Juventudes Negras no enfrentamento a ideologia racista e militarizada

Projeto Direito à Memória e Justiça Racial, do Fórum Grita Baixada, lança a publicação Cartografia Decolonial das Juventudes Negras da Baixada Fluminense, através de contranarrativas e mapas das vivências.

 

Cerca de 40 jovens, além de representantes de organizações e instituições da região, participaram, na manhã do último sábado (10/08), na sede do Pré Vestibular Popular +Nós, sediado na Primeira Igreja Batista de Nilópolis, do lançamento da mais nova publicação do projeto Direito à Memória e Justiça Racial, do Fórum Grita Baixada. Batizada de “Cartografia Decolonial das Juventudes Negras da Baixada Fluminense”, o documento foi um produto nascido  da própria juventude negra e periférica a partir da indagação do impacto da militarização em seus corpos na Baixada.

 

Para a realização do trabalho de condução dessa cartografa, três facilitadores que conheciam a metodologia da Cartografia Decolonial,  acompanharam as oficinas e fomentaram essa construção a partir das seguintes perguntas geradoras: O que é conhecimento/E Quem o produz? O que é a Baixada Fluminense para Juventude Negra e Periférica moradora da Baixada? O que é ser jovem negro e periférico nesse território? O que é Militarização para as Juventudes Negras e/ou Periféricas e o impacto nas suas vidas? E Que Baixada desejamos e estamos construindo?

 

Mas para além de um simples desenho geográfico, o conceito de uma cartografia decolonial, tem por princípio confrontar uma cartografia hegemônica racista e por isso apresenta um sentido amplo e que constrói sentido para quem participa. Imagine que você more em uma localidade periférica, conhecida por possuir altos índices de violência e desprovida de uma estrutura social adequada (equipamentos públicos) como áreas de lazer, escolas, bibliotecas, hospitais, etc. Conhece a origem, as consequências e os mecanismos de perpetuação desses problemas comunitários. Sabe exatamente em que ponto de determinado território eles ocorrem. Em vez de fornecer apenas informações técnicas, a construção desses mapas das vivências se dá de forma participativa e apresentam o cotidiano de uma comunidade. Neles, são inseridos os elementos que as populações envolvidas julgam importantes destacar e discutir em grupo, preferencialmente. 

 

“A cartografia busca mostrar os impactos na vida cotidiana de uma política de segurança de morte, de execução de corpos descartáveis, em uma sociedade que tem o racismo estrutural como base das relações sociais. E, portanto, o alvo de ações militarizadas do Estado são os territórios periféricos e favelados.
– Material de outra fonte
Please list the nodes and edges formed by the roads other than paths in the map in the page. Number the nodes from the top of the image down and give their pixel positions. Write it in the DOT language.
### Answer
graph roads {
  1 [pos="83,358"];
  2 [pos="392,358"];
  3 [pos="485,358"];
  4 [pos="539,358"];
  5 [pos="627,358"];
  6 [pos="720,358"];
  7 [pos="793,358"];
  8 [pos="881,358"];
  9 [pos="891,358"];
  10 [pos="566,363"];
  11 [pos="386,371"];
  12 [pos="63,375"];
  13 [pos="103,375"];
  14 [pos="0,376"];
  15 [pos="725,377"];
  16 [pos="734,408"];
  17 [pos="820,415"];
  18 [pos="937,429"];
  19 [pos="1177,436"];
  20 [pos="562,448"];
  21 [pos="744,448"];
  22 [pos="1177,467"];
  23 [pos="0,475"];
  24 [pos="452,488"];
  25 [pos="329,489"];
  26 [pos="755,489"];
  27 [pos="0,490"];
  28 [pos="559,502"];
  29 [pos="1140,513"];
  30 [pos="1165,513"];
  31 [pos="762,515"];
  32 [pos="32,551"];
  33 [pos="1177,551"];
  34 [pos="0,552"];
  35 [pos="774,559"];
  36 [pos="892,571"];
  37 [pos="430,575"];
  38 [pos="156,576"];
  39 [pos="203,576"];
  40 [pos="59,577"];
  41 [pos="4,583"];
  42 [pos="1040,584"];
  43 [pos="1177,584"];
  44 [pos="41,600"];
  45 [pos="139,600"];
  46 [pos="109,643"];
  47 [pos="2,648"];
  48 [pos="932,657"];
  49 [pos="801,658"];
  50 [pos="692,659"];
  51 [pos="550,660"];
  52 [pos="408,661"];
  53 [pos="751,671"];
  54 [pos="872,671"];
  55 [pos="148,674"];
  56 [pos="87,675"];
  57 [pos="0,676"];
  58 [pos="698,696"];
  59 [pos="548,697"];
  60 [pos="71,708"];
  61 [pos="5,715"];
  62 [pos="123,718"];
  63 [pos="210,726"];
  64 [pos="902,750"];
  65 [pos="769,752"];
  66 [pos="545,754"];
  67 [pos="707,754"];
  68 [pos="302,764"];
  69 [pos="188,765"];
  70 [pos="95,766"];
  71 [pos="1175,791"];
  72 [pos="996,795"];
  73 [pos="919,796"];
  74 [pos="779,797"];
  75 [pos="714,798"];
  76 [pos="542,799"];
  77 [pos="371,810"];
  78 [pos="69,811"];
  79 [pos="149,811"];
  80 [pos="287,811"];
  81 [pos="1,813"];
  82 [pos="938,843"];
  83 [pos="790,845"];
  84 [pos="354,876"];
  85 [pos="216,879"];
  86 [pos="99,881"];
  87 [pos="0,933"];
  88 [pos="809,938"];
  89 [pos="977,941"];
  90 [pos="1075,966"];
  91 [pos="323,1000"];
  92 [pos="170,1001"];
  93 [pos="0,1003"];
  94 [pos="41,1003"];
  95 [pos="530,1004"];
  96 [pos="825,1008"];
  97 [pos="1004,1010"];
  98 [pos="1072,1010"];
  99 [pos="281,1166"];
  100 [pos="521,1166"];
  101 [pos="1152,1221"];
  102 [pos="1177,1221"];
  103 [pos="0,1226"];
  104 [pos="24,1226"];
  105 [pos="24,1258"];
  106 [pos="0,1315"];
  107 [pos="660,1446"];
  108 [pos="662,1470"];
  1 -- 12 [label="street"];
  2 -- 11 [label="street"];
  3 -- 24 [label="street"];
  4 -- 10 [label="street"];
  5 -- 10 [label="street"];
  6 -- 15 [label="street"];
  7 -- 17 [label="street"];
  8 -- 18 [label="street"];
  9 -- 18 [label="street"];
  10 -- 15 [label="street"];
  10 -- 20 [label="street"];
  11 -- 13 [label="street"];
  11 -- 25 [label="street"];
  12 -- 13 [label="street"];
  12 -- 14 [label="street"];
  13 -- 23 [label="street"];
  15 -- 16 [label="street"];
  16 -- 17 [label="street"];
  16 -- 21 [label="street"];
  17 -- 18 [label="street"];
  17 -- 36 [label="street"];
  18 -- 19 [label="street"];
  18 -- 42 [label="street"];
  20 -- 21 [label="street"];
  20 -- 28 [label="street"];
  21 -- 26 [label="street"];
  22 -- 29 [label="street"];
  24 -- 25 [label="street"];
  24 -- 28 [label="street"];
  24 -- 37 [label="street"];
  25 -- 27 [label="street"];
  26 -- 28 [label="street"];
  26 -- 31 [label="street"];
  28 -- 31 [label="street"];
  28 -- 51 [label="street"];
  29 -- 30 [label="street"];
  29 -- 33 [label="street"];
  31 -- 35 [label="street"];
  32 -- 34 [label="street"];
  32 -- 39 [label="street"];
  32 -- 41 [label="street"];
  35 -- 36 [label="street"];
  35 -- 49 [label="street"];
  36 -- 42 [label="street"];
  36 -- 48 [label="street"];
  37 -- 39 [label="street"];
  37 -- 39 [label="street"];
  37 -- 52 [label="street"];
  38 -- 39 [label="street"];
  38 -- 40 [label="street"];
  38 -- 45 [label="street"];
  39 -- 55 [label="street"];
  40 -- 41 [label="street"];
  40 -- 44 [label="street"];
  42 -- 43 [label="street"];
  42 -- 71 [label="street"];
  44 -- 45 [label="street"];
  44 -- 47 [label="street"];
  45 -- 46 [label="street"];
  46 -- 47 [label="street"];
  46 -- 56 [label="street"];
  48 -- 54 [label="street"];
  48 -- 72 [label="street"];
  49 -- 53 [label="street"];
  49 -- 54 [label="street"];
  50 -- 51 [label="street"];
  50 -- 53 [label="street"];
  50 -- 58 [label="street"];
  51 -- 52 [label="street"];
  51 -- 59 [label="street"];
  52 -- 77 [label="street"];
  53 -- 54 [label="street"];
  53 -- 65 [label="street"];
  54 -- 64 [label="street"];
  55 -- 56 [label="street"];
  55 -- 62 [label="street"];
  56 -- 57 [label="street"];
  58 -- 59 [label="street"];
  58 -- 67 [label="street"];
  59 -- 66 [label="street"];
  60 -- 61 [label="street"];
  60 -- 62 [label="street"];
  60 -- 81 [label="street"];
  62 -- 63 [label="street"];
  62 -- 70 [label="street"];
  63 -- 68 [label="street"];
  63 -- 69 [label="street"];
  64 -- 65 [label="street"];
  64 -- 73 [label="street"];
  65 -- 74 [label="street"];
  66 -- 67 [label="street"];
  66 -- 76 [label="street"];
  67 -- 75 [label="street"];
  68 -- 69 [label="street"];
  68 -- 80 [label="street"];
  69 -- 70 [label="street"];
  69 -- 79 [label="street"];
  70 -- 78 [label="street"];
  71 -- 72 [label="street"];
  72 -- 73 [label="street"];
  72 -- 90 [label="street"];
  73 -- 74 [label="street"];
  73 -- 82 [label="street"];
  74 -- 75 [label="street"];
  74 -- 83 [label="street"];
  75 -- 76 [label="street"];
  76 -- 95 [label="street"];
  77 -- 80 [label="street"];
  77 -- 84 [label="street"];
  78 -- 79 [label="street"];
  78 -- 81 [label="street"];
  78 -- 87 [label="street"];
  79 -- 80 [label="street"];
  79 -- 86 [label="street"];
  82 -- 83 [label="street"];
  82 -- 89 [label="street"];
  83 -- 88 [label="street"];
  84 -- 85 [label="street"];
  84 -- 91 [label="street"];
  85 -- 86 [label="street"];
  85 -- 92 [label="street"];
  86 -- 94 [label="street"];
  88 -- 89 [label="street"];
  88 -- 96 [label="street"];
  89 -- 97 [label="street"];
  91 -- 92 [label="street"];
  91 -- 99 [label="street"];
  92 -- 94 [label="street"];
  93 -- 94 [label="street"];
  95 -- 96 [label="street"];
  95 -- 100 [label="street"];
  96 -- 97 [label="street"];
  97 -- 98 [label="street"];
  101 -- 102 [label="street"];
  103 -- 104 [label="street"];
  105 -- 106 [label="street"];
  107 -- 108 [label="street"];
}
Em que as vítimas de operações da Polícia Militar e Civil são sempre os jovens pretos.”, explica a economista Giselle Florentino, do projeto Direito à Memória e Justiça Racial, do FGB, e que ajudou a sistematizar as informações presentes na publicação. 

 

Ela explica também que as contranarrativas da juventude preta da Baixada mostram os processos brutais de cerceamento de liberdade, a ausência de acesso aos direitos sociais básicos e o medo cotidiano de sofrer com as distintas faces de violência do Estado. A pesquisadora também ressalta que o genocídio “do povo preto não possui apenas o aspecto letal e também se dá no âmbito cultural, com a criminalização dos aparelhos culturais da periferia e favelas e a convivência diária com a milícia”. “Essa Cartografia Decolonial constituída pela Juventude do território mostra o poder da ancestralidade e da construção de redes de resistência para continuar na luta pela formação de uma nova sociedade, onde corpos negros não sejam subjugados pelo racismo," afirma Giselle.

 

Essa não é a primeira vez que o Fórum Grita Baixada constroi coletivamente um processo de cartografia. Em 28 de março do ano passado, foi lançada a publicação “Cartografia Social: O impacto da militarização na vida das mulheres da Baixada Fluminense”, proposta nascida da parceria com o Centro de Direitos Humanos de Nova Iguaçu e Rede de Mães e Familiares Vítimas da Violência de Estado na Baixada, através de apoio e financiamento da Fundação Heinrich Boll Stiftung.

 

O historiador e coordenador do projeto Direito à Memória e Justiça Racial, Fransérgio Goulart, que também esteve à frente da primeira publicação e coordenou mais essa iniciativa, analisa a importância desse processo ser feito de tempos em tempos nesses territórios.    

 

“São vivências que geram conhecimento possível para se fazer qualquer insurgência contra a violência de Estado. Não vai ser nada fora desses territórios que vai fazer com que nossas vidas de favelado ou periférico possam melhorar. Fazer cartografias é a possibilidade de, a partir da vivência, da construção desses atores, de pensar questões relacionadas à militarização para se romper com o ciclo de violência do Estado. A violência de Estado vai ser enfrentada a partir desse protagonismo. Não vai ser ninguém de fora ou da universidade ou pesquisador, especialista em segurança pública que vai conseguir encontrar essa solução pra gente”, afirma Goulart. 

 

Ele também é um defensor de outras formas de produção de conhecimento (epistemologias) que não sejam as ditas tradicionais/acadêmicas.

 

“Eu sou a favor de reconhecer uma diversidade de epistemologias. E a favelada e periférica é uma dessas produções de conhecimento. Não que uma seja melhor que a outra, ambas estão no mesmo patamar. Os conhecimentos não tradicionais. O que seria o tradicional? Só aí já há um juízo de valor. Pra mim conhecimento é conhecimento e pronto. O que temos pautado nessa questão, é que existem outros territórios, outros grupos, outros espaços, que produzem conhecimento de forma independente. Não existe hierarquia entre esses conhecimentos. Não é o conhecimento da academia que é superior ao das periferias. É mais um conhecimento apenas.”, conclui o historiador.